Coming back to here, it looks like our first deployment has succeeded, so our application is now available. Coming to the second one here, it looks like that application is still running. We have our task launched, and we're just wrapping up the deployment now. I'll go ahead and pop on to the URL that's vended by us, and there we go. In a matter of minutes, we have our scalable load balanced web application ready to serve traffic. That's a simple NGINX straightforward one. The second one that we created, which was a little bit more complicated, I actually passed in a task role to it, and that task role will allow the application to fetch live the number of tasks that are being used and served by ECS, so it's making calls to the ECS endpoints, as well as some environment variables.
This allows us to determine how many desired tasks there are, how many running tasks, and how many pending tasks there are. Additionally, we added in a custom scaling policy through that Express Mode API and we said, instead of the default of scaling with CPU, I want to scale by request count. So based on the number of requests, we're going to scale up or scale down the number of tasks that we have. And then we can open up this one here, and there we go. So we have our traffic visualizer running on port 8080 here.
I'll go ahead and start sending requests now. So this is going to monitor the live number of requests that are being sent to this endpoint. We have 50 requests per second, and the auto scaling configuration was set to scale to 500 requests per target per minute. So we see we have one task desired and one task running for now. I'll pull this off to the side and we can come back to this a little bit later.
Now, it's not just about the creation experience, so it's not just about getting started, it's really as Malcolm was pointing to about that entire lifecycle of your application. So now I want to work through the update experience, and this is where things get really cool. When you think about an update for this simple application, we had NGINX, but let's say we move to that more complicated container image, which I just showed you, the traffic visualizer. We need to change some of the configuration, importantly, the image, and then the container port for this task and for the service itself.
And just like that, in a single command, we're able to update it. But here's the thing, think about what's required behind the scenes to orchestrate this. If you were to update your container port for your service, you're going everywhere from the load balancer, where you're changing the security group egress path on that load balancer. You're changing the target group, the container ports on. You're changing your task definition, the container port there, and then the security group even that's associated with the service. So you need to orchestrate four or five different things all at once, and then you need to actually make the updates in the deployment at that same time, all without ensuring any downtime at all. So Express Mode takes that, takes that pain away from you, orchestrates that on your behalf with a single command, we can get that update going.

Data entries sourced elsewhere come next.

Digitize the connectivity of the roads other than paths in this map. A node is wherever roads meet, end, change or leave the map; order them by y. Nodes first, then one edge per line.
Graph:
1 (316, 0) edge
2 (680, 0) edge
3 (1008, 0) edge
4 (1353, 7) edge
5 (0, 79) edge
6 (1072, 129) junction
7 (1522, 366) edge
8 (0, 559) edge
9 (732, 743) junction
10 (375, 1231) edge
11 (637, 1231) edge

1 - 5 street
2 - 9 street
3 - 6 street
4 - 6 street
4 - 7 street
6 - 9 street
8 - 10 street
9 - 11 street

Down here in the Resources tab, which I was shown before, you can not only see the resources that are being provisioned, but also the resources from the prior service revision that are now being deprovisioned. So we can see that we're reusing a lot of the same resources. Things like the metric alarm scaling policy that are still the same and that we didn't update, those are immediately available. Things like the target groups which now need to be recreated because of the new container ports, those will be created and then we can see the old target groups being deprovisioned as well.
So through this panel, we're able to really monitor those resources at any point in time across multiple different updates for your service and see what is active at any given time and what is going on beneath the Express Mode layer itself. So talking more about beneath the Express Mode layer, let's really talk about the flexibility that you have with Express Mode. It's not merely this single API that we have for create, for you, update, and delete. As Malcolm said, you really have the full strength and power of ECS and the roots of it at your disposal.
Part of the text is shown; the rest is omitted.